## Requirement
In the entries below, count the lines holding "Bulvarı". Reply with the number only.

=-=-=-=-=

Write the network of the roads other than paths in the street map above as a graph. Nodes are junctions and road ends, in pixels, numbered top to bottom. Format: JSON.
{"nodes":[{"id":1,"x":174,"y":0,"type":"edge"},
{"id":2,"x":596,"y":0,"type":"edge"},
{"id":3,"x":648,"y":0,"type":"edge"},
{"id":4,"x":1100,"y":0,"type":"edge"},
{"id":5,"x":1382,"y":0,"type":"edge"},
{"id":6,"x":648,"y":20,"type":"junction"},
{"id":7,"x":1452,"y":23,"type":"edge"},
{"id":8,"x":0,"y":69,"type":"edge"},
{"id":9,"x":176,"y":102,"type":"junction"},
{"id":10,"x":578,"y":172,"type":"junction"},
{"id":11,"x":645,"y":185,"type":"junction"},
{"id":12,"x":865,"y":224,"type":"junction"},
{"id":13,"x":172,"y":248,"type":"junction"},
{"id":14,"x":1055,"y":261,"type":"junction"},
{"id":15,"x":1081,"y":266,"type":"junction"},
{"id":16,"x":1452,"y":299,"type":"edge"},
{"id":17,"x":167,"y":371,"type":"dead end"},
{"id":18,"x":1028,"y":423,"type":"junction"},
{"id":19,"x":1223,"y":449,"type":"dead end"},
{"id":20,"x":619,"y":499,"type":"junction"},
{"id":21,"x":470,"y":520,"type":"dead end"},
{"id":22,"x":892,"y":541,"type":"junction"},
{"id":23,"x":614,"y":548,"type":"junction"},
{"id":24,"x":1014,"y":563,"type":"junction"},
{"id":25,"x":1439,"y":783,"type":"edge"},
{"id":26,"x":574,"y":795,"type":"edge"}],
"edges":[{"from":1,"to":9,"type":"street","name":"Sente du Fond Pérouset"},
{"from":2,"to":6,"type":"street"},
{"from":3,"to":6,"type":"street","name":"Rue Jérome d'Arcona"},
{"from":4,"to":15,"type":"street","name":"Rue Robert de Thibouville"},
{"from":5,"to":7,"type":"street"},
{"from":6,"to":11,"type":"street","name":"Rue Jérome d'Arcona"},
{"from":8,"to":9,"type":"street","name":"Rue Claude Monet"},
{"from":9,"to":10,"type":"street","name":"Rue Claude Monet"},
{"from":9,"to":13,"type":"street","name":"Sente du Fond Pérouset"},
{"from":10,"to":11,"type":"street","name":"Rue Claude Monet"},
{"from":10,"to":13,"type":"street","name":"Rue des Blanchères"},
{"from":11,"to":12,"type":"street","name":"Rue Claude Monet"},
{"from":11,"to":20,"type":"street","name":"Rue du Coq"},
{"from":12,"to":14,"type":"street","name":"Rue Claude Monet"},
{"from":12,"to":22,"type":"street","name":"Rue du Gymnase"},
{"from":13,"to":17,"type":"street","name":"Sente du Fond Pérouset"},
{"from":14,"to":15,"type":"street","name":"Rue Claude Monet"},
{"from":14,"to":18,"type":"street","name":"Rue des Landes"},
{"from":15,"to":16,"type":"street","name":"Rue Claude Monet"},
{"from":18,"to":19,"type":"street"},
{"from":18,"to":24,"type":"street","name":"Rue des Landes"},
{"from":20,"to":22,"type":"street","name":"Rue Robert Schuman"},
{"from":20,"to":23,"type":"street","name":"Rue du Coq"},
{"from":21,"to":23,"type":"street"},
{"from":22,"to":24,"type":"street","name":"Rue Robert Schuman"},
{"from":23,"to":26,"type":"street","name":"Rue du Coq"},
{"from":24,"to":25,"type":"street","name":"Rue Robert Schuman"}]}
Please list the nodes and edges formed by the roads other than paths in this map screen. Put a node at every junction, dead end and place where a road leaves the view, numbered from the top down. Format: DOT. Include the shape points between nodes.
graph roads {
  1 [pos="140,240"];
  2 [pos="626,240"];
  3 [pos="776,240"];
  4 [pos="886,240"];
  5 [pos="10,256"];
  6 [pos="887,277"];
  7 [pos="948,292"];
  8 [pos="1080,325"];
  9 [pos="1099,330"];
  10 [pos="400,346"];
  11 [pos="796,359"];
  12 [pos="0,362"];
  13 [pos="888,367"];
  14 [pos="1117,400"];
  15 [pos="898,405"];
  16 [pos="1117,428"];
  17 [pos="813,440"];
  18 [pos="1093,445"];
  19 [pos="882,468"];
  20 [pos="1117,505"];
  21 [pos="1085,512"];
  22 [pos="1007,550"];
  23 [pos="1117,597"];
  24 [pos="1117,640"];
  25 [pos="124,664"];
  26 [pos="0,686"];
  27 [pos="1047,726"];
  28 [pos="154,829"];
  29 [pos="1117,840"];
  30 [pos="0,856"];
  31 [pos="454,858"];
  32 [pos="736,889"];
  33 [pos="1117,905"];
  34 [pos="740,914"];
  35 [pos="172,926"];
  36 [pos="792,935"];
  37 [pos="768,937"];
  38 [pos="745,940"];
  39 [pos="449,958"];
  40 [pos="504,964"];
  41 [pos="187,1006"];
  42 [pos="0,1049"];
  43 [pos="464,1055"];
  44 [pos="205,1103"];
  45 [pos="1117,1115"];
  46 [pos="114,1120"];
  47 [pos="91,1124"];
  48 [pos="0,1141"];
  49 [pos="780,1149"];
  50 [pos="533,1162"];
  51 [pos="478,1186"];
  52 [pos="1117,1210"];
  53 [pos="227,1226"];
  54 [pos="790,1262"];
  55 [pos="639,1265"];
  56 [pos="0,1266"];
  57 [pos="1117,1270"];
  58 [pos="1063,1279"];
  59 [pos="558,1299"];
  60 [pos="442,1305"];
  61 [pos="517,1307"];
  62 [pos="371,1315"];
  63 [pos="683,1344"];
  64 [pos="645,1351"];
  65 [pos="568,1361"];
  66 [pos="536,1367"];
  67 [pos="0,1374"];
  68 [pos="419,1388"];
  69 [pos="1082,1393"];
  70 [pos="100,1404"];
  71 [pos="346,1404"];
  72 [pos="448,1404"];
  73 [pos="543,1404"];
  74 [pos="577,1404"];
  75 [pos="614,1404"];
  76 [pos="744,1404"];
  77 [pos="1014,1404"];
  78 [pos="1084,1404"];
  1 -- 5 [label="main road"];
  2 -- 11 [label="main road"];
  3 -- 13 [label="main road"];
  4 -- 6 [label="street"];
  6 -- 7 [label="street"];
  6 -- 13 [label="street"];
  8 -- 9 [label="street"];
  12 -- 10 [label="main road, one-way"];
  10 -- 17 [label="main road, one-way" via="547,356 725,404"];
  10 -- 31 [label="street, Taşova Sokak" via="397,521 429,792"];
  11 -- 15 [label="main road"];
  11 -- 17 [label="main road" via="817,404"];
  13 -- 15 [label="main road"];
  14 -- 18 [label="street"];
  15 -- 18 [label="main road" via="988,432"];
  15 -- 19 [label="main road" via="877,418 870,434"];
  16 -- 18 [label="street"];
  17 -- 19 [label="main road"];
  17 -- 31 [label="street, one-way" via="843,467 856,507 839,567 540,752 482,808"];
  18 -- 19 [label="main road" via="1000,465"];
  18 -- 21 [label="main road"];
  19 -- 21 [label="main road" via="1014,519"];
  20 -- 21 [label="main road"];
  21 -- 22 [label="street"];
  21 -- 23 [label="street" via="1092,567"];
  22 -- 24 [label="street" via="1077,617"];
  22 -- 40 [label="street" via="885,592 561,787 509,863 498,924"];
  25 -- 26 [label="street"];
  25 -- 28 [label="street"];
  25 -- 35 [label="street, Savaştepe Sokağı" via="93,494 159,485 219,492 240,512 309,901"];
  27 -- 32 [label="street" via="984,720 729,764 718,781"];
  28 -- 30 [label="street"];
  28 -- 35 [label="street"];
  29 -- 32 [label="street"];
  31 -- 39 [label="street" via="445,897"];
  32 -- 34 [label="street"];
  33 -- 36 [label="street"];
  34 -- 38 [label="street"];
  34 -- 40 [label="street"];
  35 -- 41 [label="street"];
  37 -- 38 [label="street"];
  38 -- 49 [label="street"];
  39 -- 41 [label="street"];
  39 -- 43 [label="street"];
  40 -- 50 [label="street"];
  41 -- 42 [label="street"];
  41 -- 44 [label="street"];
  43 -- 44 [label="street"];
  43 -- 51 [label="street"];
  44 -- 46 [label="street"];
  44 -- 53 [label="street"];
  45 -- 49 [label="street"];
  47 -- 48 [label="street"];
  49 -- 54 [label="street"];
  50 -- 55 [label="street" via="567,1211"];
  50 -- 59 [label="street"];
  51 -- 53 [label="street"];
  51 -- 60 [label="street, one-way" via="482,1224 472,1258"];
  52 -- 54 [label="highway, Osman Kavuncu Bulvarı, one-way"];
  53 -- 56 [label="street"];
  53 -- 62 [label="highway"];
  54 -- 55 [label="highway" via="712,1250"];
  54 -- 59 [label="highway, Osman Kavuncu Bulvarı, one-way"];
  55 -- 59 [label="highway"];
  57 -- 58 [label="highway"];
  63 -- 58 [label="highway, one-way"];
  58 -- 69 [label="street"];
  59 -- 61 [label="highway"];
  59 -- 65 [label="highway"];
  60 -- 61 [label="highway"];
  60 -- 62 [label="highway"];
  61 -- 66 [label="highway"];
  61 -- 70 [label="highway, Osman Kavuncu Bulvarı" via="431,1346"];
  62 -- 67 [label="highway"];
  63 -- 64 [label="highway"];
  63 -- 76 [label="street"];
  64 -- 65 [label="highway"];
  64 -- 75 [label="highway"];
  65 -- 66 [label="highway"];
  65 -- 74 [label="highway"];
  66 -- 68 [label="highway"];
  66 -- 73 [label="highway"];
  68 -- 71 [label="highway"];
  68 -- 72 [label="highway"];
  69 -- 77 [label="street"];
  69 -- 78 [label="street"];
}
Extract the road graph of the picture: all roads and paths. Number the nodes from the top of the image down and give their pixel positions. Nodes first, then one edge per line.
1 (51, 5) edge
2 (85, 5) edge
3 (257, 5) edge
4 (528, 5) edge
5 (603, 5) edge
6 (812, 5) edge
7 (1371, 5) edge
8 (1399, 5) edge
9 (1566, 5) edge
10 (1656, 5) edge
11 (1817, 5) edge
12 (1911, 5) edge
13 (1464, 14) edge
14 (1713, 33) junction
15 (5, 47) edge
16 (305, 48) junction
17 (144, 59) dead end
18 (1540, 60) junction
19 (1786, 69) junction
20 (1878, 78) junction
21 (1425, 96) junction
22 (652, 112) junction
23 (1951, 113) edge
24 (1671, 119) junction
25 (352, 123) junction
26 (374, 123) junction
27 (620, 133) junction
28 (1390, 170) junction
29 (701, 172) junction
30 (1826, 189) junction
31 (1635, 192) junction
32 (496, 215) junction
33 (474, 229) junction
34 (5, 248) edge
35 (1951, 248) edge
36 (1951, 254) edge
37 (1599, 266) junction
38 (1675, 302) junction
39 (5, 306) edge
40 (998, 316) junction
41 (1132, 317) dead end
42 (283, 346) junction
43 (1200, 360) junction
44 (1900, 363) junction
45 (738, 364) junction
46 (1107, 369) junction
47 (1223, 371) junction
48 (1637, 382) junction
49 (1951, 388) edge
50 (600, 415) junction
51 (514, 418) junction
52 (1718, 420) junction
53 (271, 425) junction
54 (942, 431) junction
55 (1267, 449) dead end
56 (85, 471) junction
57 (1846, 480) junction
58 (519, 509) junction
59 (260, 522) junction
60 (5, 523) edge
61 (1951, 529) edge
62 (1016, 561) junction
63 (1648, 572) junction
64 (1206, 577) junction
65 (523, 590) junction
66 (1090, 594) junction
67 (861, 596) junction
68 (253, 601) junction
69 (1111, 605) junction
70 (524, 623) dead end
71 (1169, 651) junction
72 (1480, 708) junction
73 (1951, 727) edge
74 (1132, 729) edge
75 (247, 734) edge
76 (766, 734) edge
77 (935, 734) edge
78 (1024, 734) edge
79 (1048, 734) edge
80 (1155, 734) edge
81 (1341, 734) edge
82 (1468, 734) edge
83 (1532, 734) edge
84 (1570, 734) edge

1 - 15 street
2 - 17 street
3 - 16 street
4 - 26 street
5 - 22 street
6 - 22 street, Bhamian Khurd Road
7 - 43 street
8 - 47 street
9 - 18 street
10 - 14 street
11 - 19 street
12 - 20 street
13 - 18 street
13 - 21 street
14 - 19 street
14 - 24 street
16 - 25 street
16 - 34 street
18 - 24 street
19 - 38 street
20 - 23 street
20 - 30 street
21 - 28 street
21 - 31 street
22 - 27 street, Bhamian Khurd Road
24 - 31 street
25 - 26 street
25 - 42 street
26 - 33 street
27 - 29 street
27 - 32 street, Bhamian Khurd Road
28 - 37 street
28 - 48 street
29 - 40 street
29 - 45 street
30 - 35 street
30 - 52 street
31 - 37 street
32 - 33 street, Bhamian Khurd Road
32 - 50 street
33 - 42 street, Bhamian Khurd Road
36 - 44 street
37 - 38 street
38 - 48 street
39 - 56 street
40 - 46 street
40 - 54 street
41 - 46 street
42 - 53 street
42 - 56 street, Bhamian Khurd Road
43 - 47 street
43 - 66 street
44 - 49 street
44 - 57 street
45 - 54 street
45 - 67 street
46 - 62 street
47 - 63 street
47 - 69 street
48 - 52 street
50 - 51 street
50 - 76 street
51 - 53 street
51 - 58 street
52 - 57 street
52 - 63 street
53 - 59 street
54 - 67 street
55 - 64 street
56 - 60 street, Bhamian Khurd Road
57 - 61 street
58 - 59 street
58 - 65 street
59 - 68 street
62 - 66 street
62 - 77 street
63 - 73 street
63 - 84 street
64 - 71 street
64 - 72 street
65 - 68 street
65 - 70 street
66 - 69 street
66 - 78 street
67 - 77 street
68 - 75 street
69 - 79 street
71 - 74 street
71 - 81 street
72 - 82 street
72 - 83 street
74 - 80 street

=-=-=-=-=

## Exercise output
3